For one thing, the dinner was okay, but I knew all along what the King was thinking: “Really? This is the best they can do?” A “state dinner”? The King doesn’t have state dinners. He throws state banquets. And he doesn’t live in some run-down White House with 132 rooms. He lives in Buckingham Palace. A palace. With 775 goddamn rooms.
And I can’t even get a ballroom added to this dump.
We tried pushing for the ballroom after that assassination attempt over the weekend. But maybe we laid it on too thick? It doesn’t seem to be convincing anyone. And some of the idiot Republicans in Congress are making it worse. They decided to try to suck up to me by saying the government should pay for it. Dunces. I’ve said over and over the ballroom wouldn’t cost the taxpayers anything!!! So now it’s gonna be, “First Trump raised your gas prices, and now he wants you to pay for his ballroom.” That’s just great!
Congress is such a pain in the ass. I was trolling when I told the guys to post that picture this afternoon of me and Charles together, with the caption “TWO KINGS.” But goddamn it—it would be good to be a king.
If you’re king you can ignore Congress. And you can ignore the polls. And now they tell me there’s a new poll that shows 17 percent of my voters say they regret their vote. And they say the war with Iran was the number-one reason, followed by the economy.
Well, shit. Those are connected! Look at the goddamn gas prices. And that goddamn strait they didn’t warn me about.
The Iran thing, that’s the real reason I can’t sleep. What the hell am I going to do?
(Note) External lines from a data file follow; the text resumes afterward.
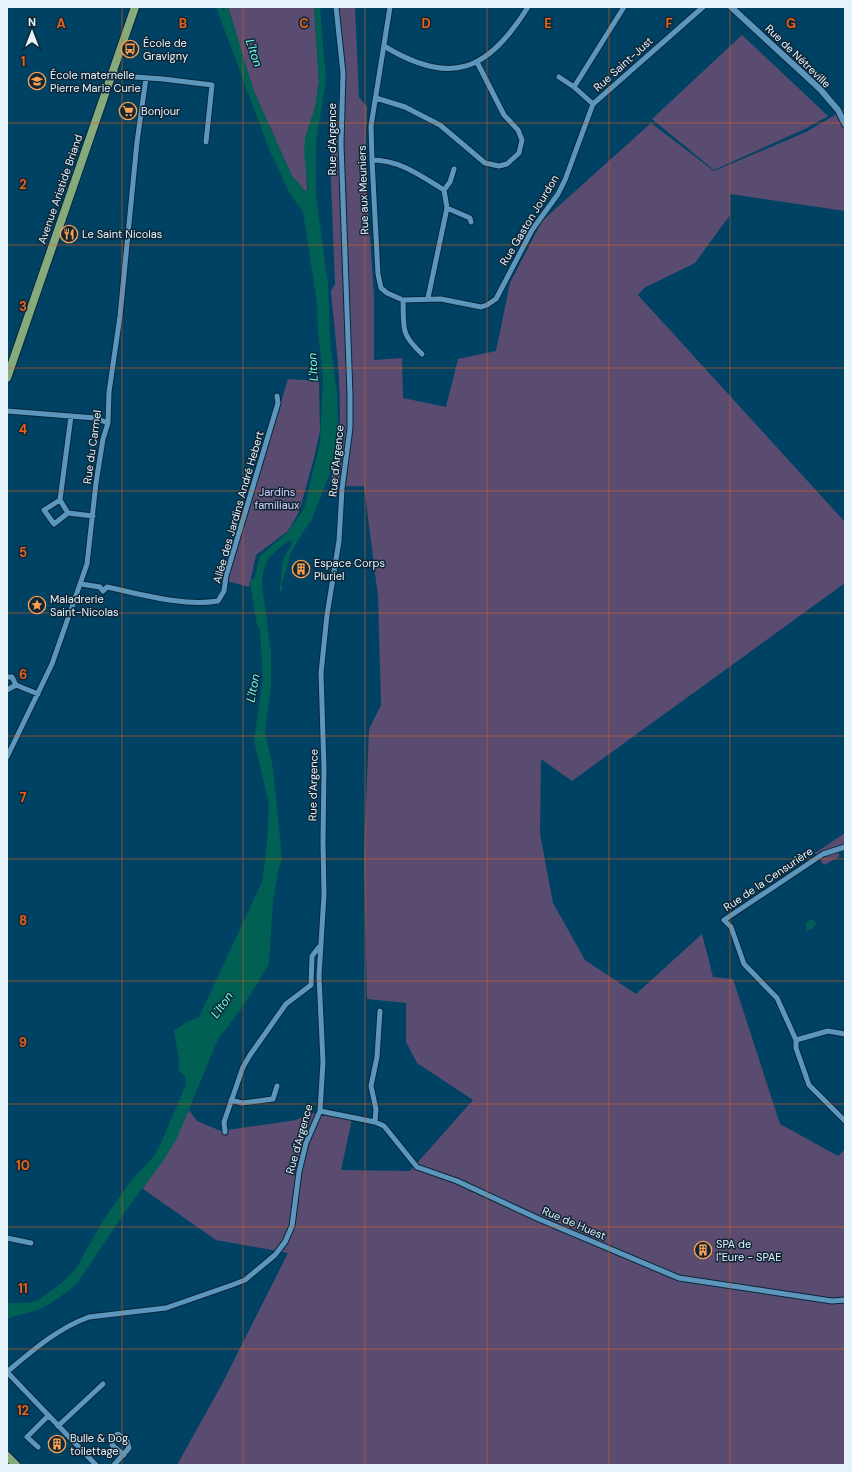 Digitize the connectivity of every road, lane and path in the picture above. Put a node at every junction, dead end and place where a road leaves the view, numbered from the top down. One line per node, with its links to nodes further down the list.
1 (135, 7): 10 (main road, Avenue Aristide Briand)
2 (336, 7): 41 (street, Rue d'Argence)
3 (390, 7): 8 (street, Rue aux Meuniers)
4 (528, 7): 9 (street)
5 (624, 7): 13 (street)
6 (703, 7): 15 (street, Rue Saint-Just)
7 (732, 7): 16 (street, Rue de Nétreville)
8 (384, 46): 9 (street); 14 (street, Rue aux Meuniers)
9 (477, 62): 14 (street)
10 (113, 72): 12 (street); 26 (main road, Avenue Aristide Briand)
11 (559, 76): 13 (street)
12 (146, 78): 17 (street); 30 (street, Rue du Carmel)
13 (574, 87): 15 (street)
14 (376, 98): 18 (street, Rue aux Meuniers)
15 (593, 104): 23 (street, Rue Gaston Jourdon)
16 (845, 124)
17 (206, 142)
18 (372, 160): 20 (street); 24 (street, Rue aux Meuniers)
19 (454, 169): 20 (street)
20 (444, 190): 21 (street)
21 (447, 208): 22 (street); 23 (street)
22 (471, 222)
23 (428, 298): 24 (street, Rue Gaston Jourdon)
24 (403, 300): 25 (street)
25 (422, 354)
26 (7, 378)
27 (277, 396): 34 (street, Allée des Jardins André Hebert)
28 (7, 411): 29 (street)
29 (71, 416): 30 (street); 31 (street)
30 (108, 423): 33 (street, Rue du Carmel)
31 (60, 500): 32 (street); 32 (street)
32 (68, 513): 33 (street)
33 (93, 516): 34 (street, Rue du Carmel)
34 (81, 584): 38 (street, Rue du Carmel)
35 (7, 677): 36 (street)
36 (16, 685): 37 (street); 38 (street)
37 (7, 690)
38 (38, 694): 39 (street, Rue du Carmel)
39 (7, 757)
40 (845, 848): 44 (street, Rue de la Censurière)
41 (320, 947): 46 (street); 47 (street, Rue d'Argence)
42 (380, 1011): 49 (street)
43 (845, 1034): 44 (street)
44 (796, 1040): 48 (street, Rue de la Censurière)
45 (278, 1086): 46 (street)
46 (231, 1100): 50 (street)
47 (320, 1111): 49 (street, Rue de Huest); 54 (street, Rue d'Argence)
48 (845, 1121)
49 (375, 1122): 53 (street, Rue de Huest)
50 (225, 1132)
51 (7, 1238): 52 (street)
52 (31, 1243)
53 (845, 1300)
54 (7, 1372): 56 (street)
55 (103, 1384): 57 (street)
56 (48, 1416): 57 (street); 58 (street)
57 (58, 1426): 62 (street)
58 (38, 1447)
59 (124, 1455): 63 (street)
60 (7, 1456): 61 (main road)
61 (16, 1465)
62 (96, 1465)
63 (114, 1465)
I gotta get out of there. They keep telling me I have to stay the course and raise the pressure and get the nuclear dust out and not let Iran have any control over the strait. But two months ago they told me it would all be easy. I don’t believe a thing they tell me anymore.
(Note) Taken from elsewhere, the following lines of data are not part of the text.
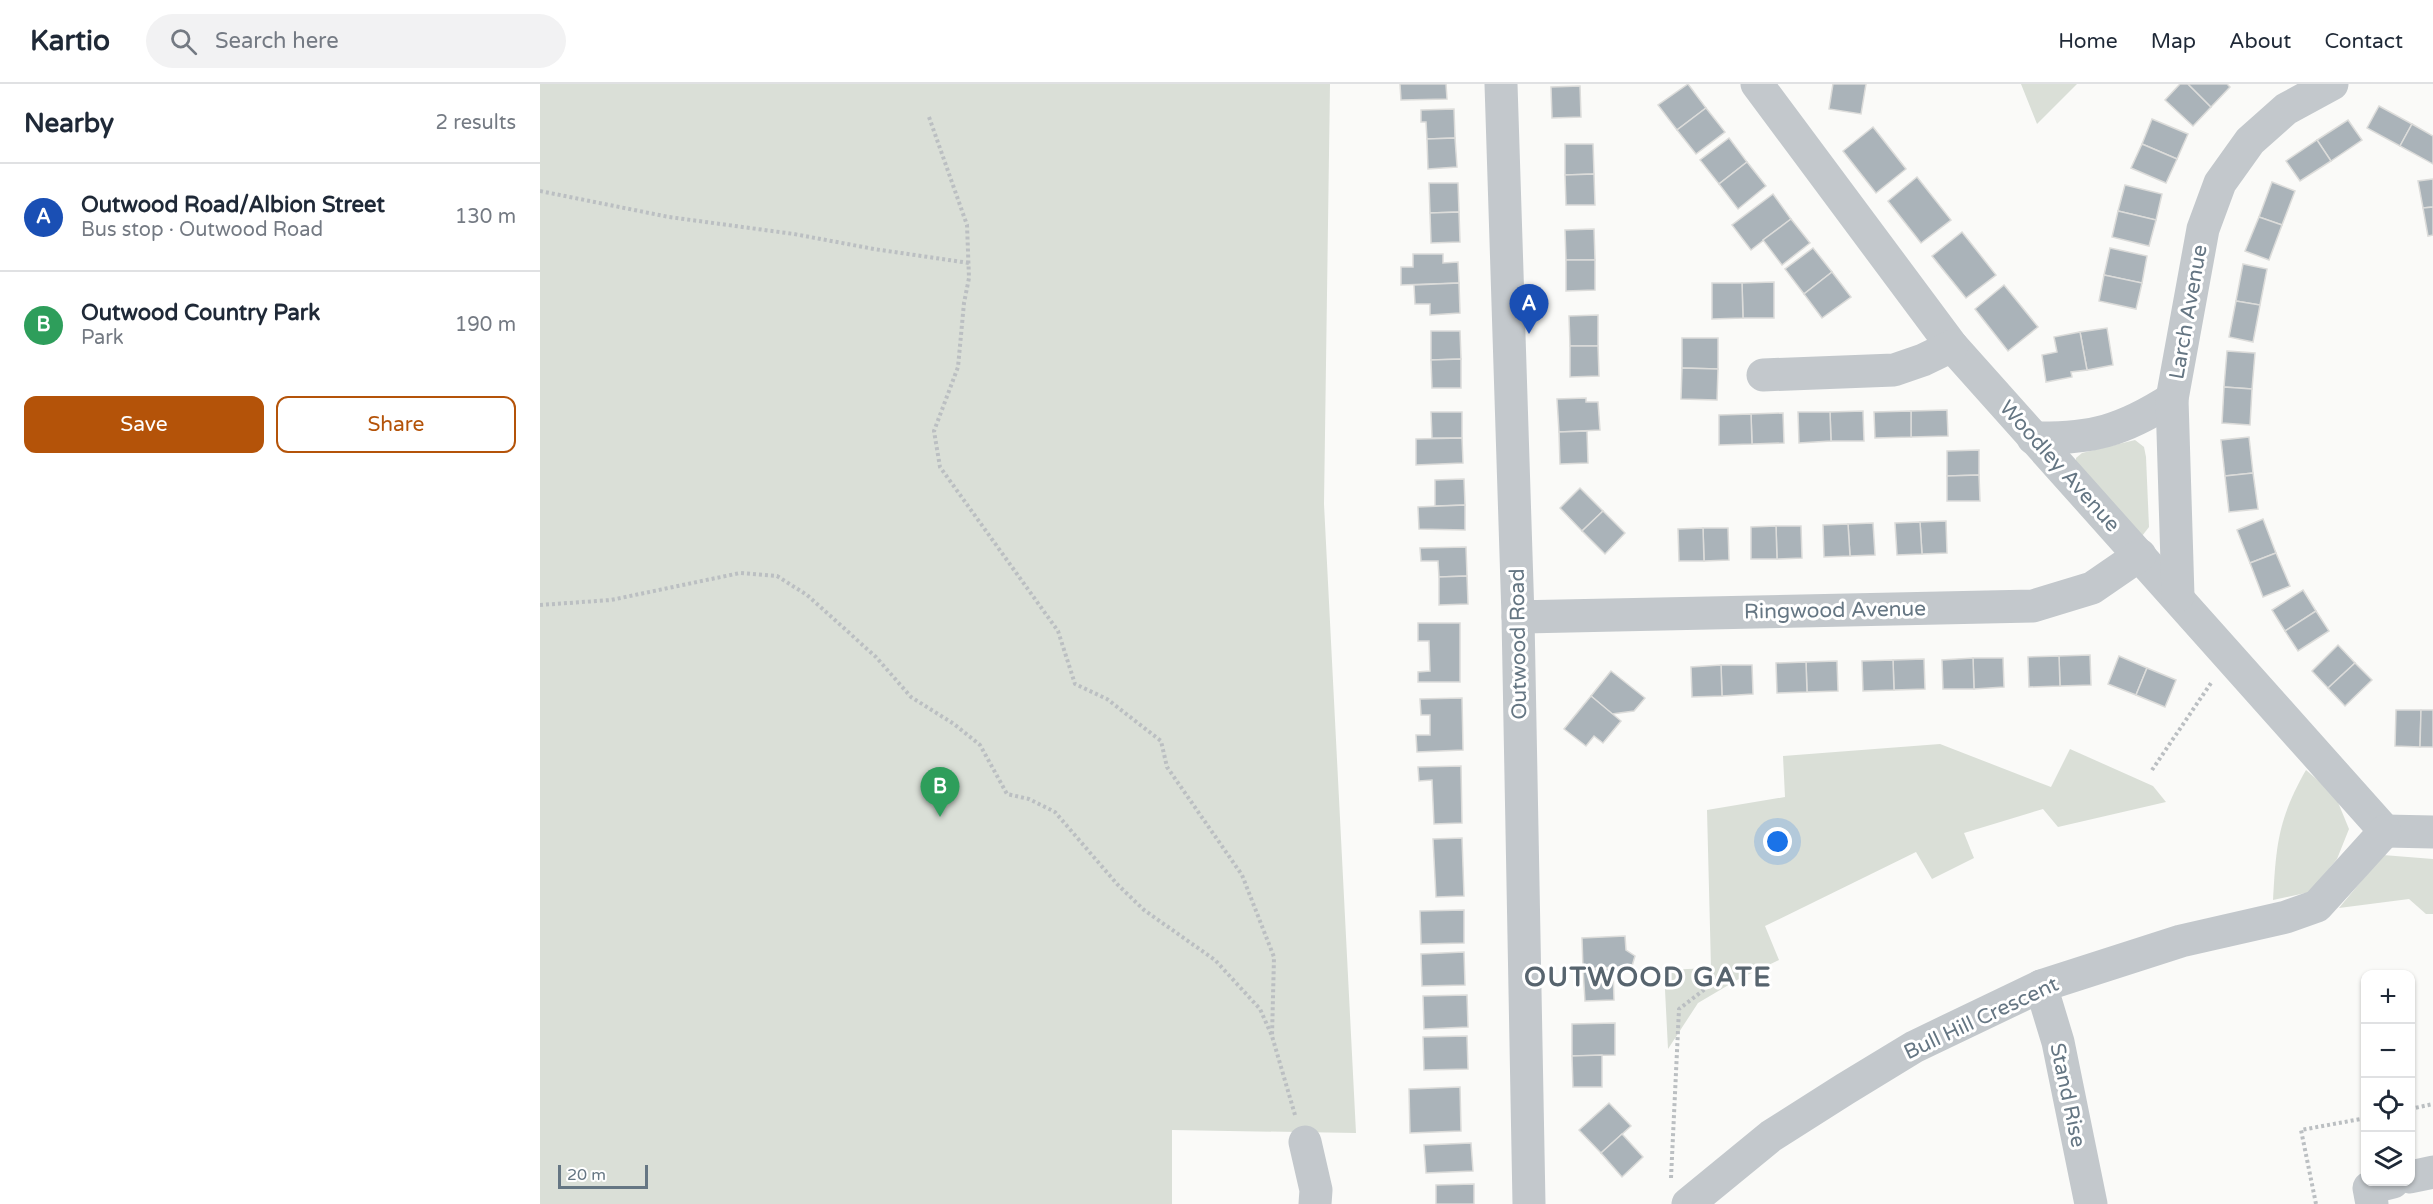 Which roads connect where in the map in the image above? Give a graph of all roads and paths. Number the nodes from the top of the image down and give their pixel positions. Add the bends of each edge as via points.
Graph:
1 (1501, 84) edge
2 (1757, 84) edge
3 (2332, 84) edge
4 (929, 117) dead end
5 (540, 191) edge
6 (969, 263) junction
7 (1952, 346) junction
8 (1763, 375) dead end
9 (2172, 399) junction
10 (2034, 438) junction
11 (2140, 555) junction
12 (2178, 596) junction
13 (540, 605) edge
14 (1518, 617) junction
15 (2230, 655) junction
16 (2152, 770) dead end
17 (2385, 831) junction
18 (2433, 832) edge
19 (1718, 979) dead end
20 (2041, 986) junction
21 (1272, 1036) junction
22 (2433, 1104) edge
23 (2415, 1108) edge
24 (2361, 1119) edge
25 (1305, 1142) joint
26 (2433, 1172) edge
27 (2415, 1176) edge
28 (2377, 1186) edge
29 (1679, 1195) edge
30 (1315, 1204) edge
31 (1529, 1204) edge
32 (2091, 1204) edge
33 (2316, 1204) edge
34 (2372, 1204) edge

1 - 14 street, Outwood Road
2 - 7 street, Woodley Avenue
3 - 9 street, Larch Avenue via 2286,109 2250,141 2220,183 2203,229
4 - 6 path via 967,225
5 - 6 path via 669,217
6 - 21 path via 958,367 934,431 940,467 1058,631 1075,684 1107,699 1161,741 1167,767 1242,875 1274,957
7 - 8 street via 1894,370
7 - 10 street, Woodley Avenue
9 - 10 street via 2107,432 2071,438
9 - 12 street, Larch Avenue
10 - 11 street, Woodley Avenue
11 - 12 street, Woodley Avenue
11 - 14 street, Ringwood Avenue via 2092,588 2033,606
12 - 15 street, Woodley Avenue
13 - 21 path via 610,600 740,573 777,576 807,595 876,657 910,697 980,745 1006,794 1029,799 1055,812 1144,910 1215,960 1260,1009
14 - 31 street, Outwood Road
15 - 16 path
15 - 17 street, Woodley Avenue
17 - 18 street
17 - 20 street, Bull Hill Crescent via 2317,906 2181,941
19 - 29 path via 1678,1009
20 - 29 street, Bull Hill Crescent via 1914,1047
20 - 32 street, Stand Rise via 2058,1042
21 - 25 path via 1293,1102 1296,1126 1304,1132
22 - 23 path
24 - 33 path via 2301,1130
25 - 30 street via 1316,1190
26 - 27 street
28 - 34 street via 2369,1188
Am I becoming Jimmy Carter? Am I becoming Jimmy Fuckin’ Peanut Farming Carter? That’s like the opposite of being a king.
I gotta get out. But I can’t look weak. Gotta look tough. Especially if you’ve gotta back down, you gotta declare victory. Can’t look like I’m a loser or a sucker. Can’t let people listen to the goddamn German chancellor saying I’m being humiliated by the Iranians!
But Merz was right when he said, “I hope that this ends as quickly as possible.” So do I. Maybe I can get lucky to get out of there without too much damage to my brand.
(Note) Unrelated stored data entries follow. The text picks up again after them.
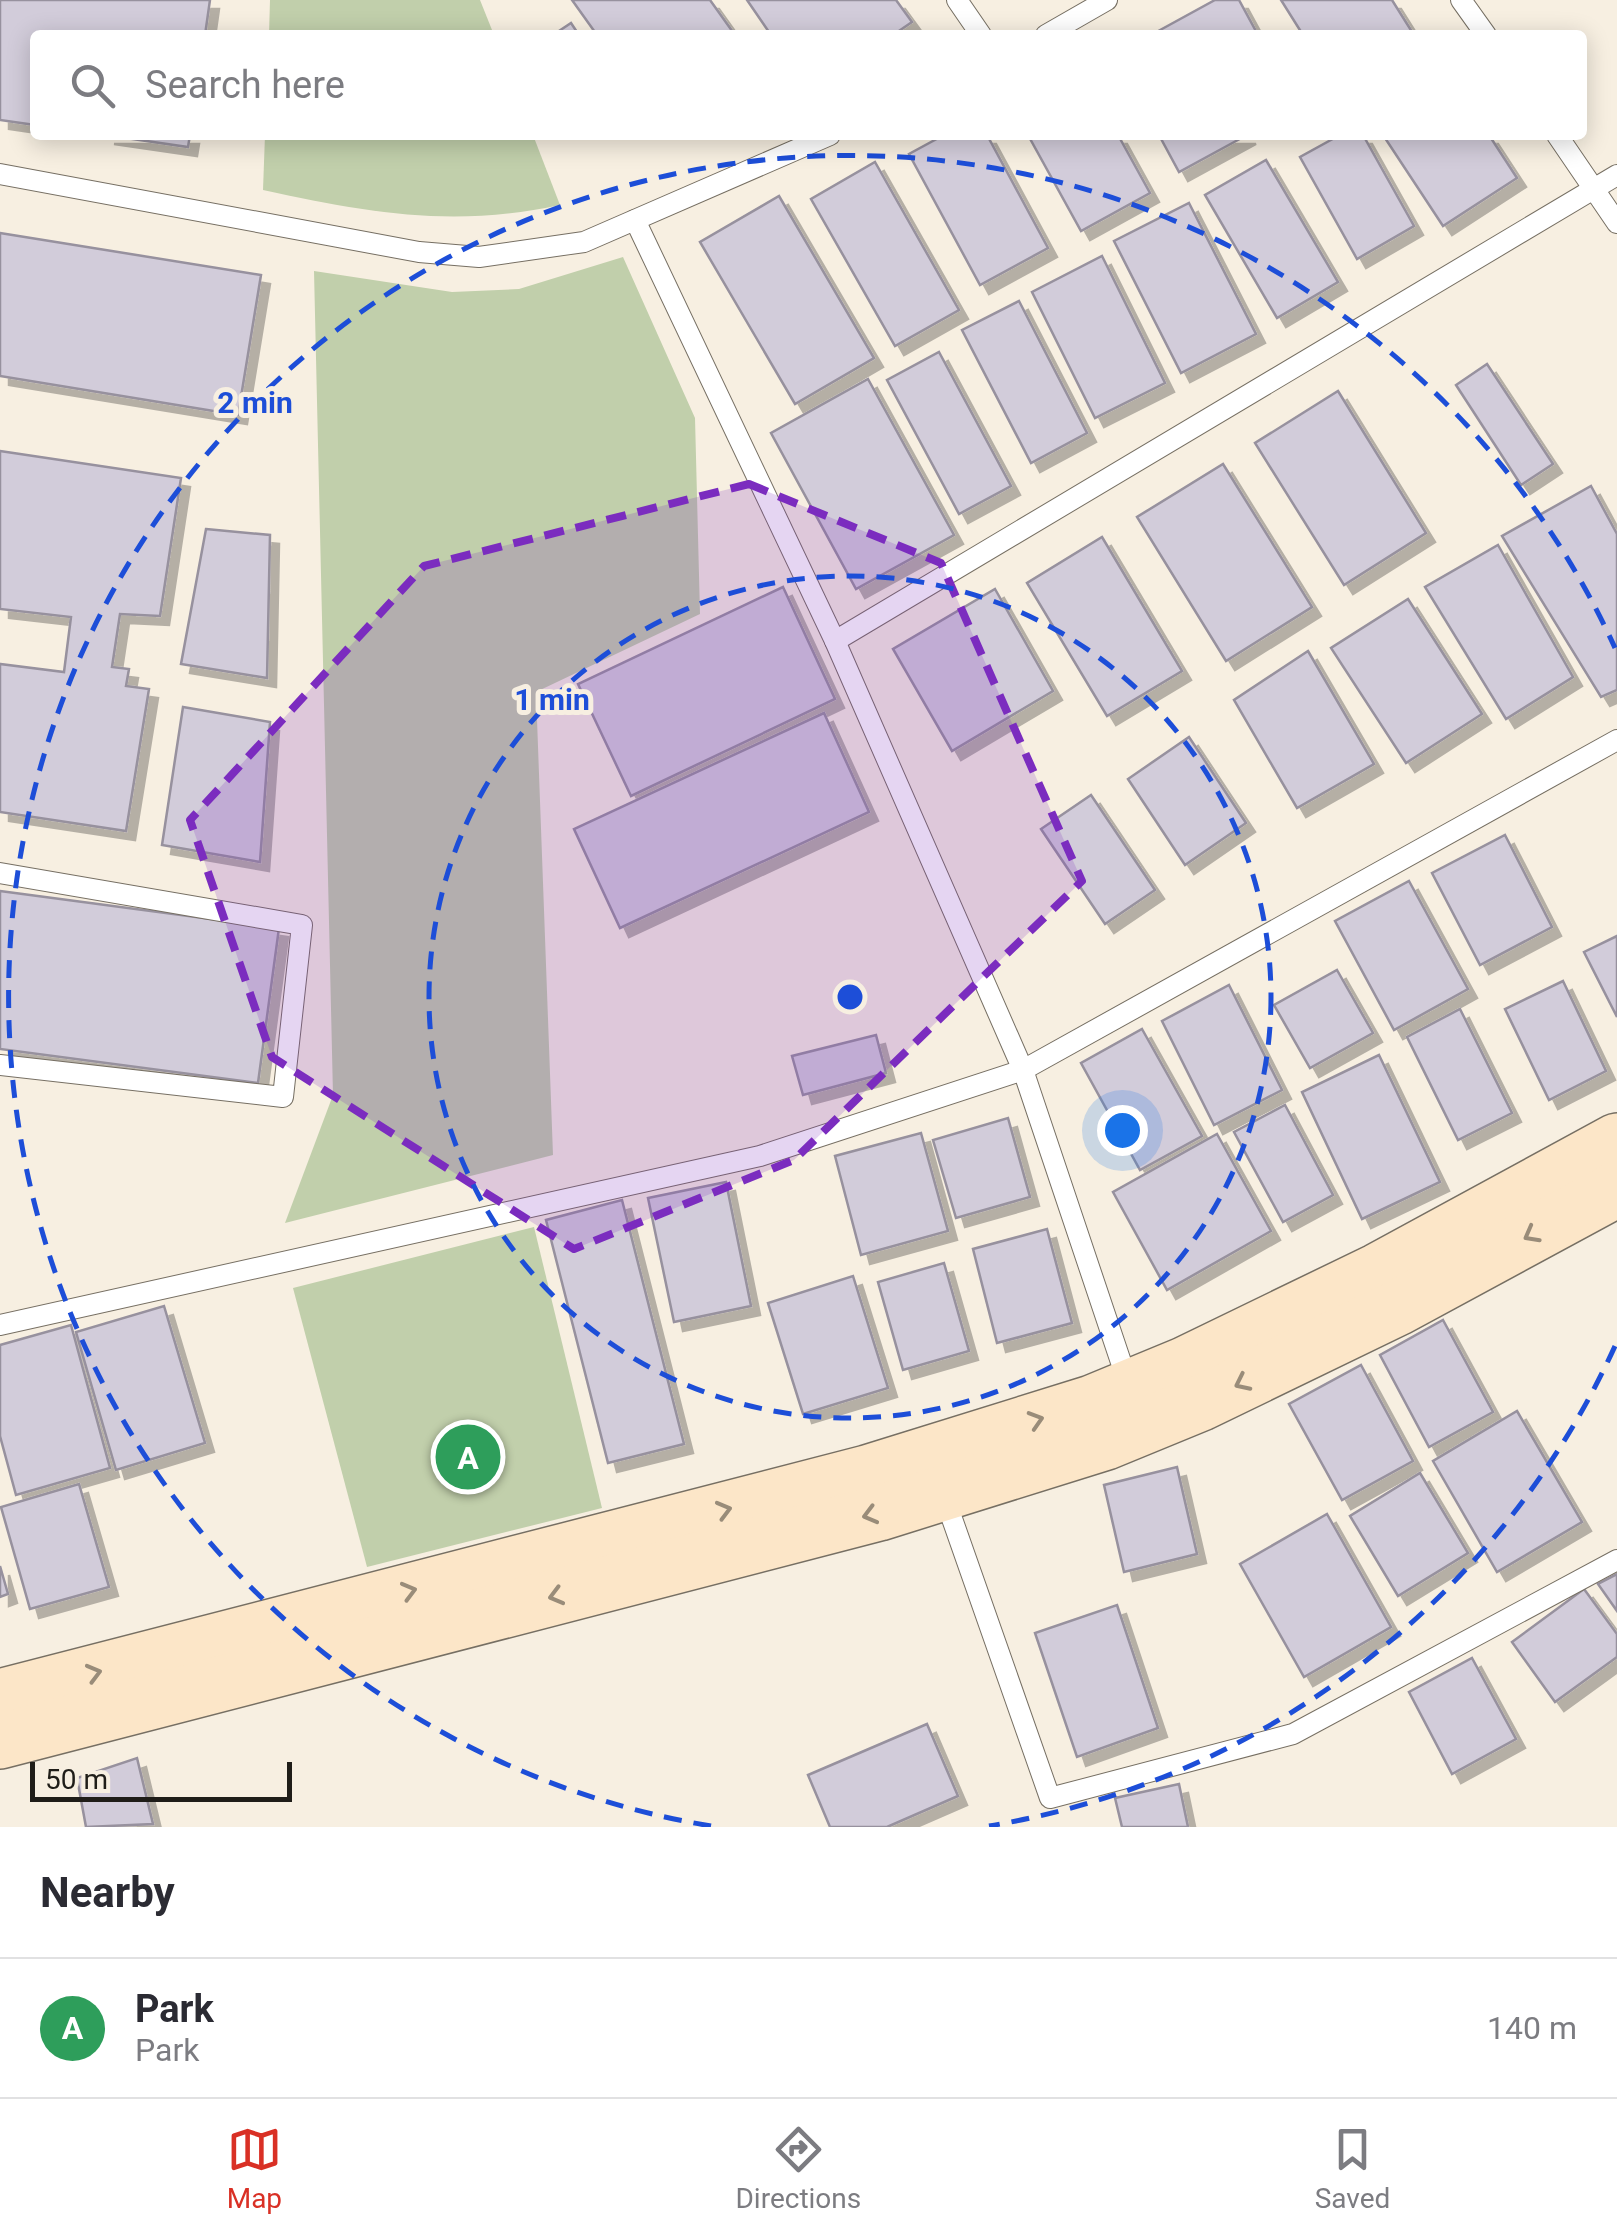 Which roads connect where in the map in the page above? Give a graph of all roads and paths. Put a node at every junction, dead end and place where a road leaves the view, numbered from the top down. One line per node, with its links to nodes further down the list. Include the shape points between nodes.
1 (957, 0): 4 (lane)
2 (1107, 0): 5 (lane)
3 (1461, 0): 6 (lane)
4 (978, 30)
5 (1055, 30)
6 (1482, 30)
7 (819, 140): 12 (lane)
8 (1560, 140): 11 (lane)
9 (0, 174): 12 (lane, via 419,252 480,257 584,242)
10 (1617, 175): 11 (lane)
11 (1594, 188): 13 (lane); 14 (lane)
12 (635, 220): 14 (lane)
13 (1617, 223)
14 (835, 641): 18 (lane)
15 (1617, 740): 18 (lane)
16 (0, 874): 17 (lane, via 302,925 284,1097)
17 (0, 1065)
18 (1023, 1070): 21 (lane, via 760,1156); 22 (lane)
19 (1617, 1141): 22 (main road)
20 (1617, 1189): 22 (main road, one-way to 22, via 1397,1308)
21 (0, 1325)
22 (1136, 1407): 23 (main road)
23 (936, 1473): 24 (lane, via 1050,1798 1293,1734); 25 (main road, one-way to 23); 26 (main road, one-way to 26)
24 (1617, 1560)
25 (0, 1698)
26 (0, 1741)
But it’s tricky. Get out too quickly and things go to hell. Stay too long and . . . things go to hell. So I’ll keep on blustering for a while, like I did with that Truth Social post I just put up:
That’ll help. For a while.
And I’ve got to tell Karoline to get the word out that I’m preparing for an “extended blockade” of Iran. I gotta look determined for a while.
But in reality I’ve got the intel guys looking at what would happen if I just declare victory and call it a day. I can’t believe they leaked that one. Gotta get rid of Tulsi.
Venezuela was so great. But then this thing! I can’t believe I let Hegseth talk me into it. Gonna get rid of him, too. JD’s a slippery character, but I gotta admit, he was right about Iran. And I’m not putting his guy Driscoll in to replace Hegseth—can’t trust him. But who can I trust?
Because trust is what matters. Especially as the election nears. No. Not the midterms. I’m thinking about 2028.
You see, the best thing about being a king is you don’t leave office. And I’m not gonna. Gotta focus on that. This year’s gonna be rough. But 2028 is the prize. After that the White House becomes a Palace. Trump Palace.
[A smile spreads across Trump’s face as, at 4:30 a.m., he drifts off to sleep.]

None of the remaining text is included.